The entries that follow should be duplicated in full, without a single alteration.
---- Material shown
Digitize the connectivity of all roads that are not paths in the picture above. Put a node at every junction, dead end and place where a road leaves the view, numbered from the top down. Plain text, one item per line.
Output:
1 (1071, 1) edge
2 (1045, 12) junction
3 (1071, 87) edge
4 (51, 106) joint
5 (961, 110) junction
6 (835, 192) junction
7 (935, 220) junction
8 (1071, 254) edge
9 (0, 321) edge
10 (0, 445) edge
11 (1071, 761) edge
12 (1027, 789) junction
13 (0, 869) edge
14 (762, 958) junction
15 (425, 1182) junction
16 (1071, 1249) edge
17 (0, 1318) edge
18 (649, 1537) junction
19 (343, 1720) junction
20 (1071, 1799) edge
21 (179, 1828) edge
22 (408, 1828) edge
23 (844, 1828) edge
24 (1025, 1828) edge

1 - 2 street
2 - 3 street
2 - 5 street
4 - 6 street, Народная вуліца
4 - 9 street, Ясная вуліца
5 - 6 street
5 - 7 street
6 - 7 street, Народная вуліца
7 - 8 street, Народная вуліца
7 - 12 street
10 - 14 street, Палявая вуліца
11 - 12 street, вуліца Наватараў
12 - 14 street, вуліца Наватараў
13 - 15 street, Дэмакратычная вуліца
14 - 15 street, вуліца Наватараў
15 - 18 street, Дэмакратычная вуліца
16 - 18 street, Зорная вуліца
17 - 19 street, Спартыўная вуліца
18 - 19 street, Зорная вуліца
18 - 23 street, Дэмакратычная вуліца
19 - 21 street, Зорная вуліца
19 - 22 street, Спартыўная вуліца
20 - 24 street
--------
**Task answer:**
Digitize the connectivity of all roads that are not paths in the picture above. Put a node at every junction, dead end and place where a road leaves the view, numbered from the top down. Plain text, one item per line.
Output:
1 (1071, 1) edge
2 (1045, 12) junction
3 (1071, 87) edge
4 (51, 106) joint
5 (961, 110) junction
6 (835, 192) junction
7 (935, 220) junction
8 (1071, 254) edge
9 (0, 321) edge
10 (0, 445) edge
11 (1071, 761) edge
12 (1027, 789) junction
13 (0, 869) edge
14 (762, 958) junction
15 (425, 1182) junction
16 (1071, 1249) edge
17 (0, 1318) edge
18 (649, 1537) junction
19 (343, 1720) junction
20 (1071, 1799) edge
21 (179, 1828) edge
22 (408, 1828) edge
23 (844, 1828) edge
24 (1025, 1828) edge

1 - 2 street
2 - 3 street
2 - 5 street
4 - 6 street, Народная вуліца
4 - 9 street, Ясная вуліца
5 - 6 street
5 - 7 street
6 - 7 street, Народная вуліца
7 - 8 street, Народная вуліца
7 - 12 street
10 - 14 street, Палявая вуліца
11 - 12 street, вуліца Наватараў
12 - 14 street, вуліца Наватараў
13 - 15 street, Дэмакратычная вуліца
14 - 15 street, вуліца Наватараў
15 - 18 street, Дэмакратычная вуліца
16 - 18 street, Зорная вуліца
17 - 19 street, Спартыўная вуліца
18 - 19 street, Зорная вуліца
18 - 23 street, Дэмакратычная вуліца
19 - 21 street, Зорная вуліца
19 - 22 street, Спартыўная вуліца
20 - 24 street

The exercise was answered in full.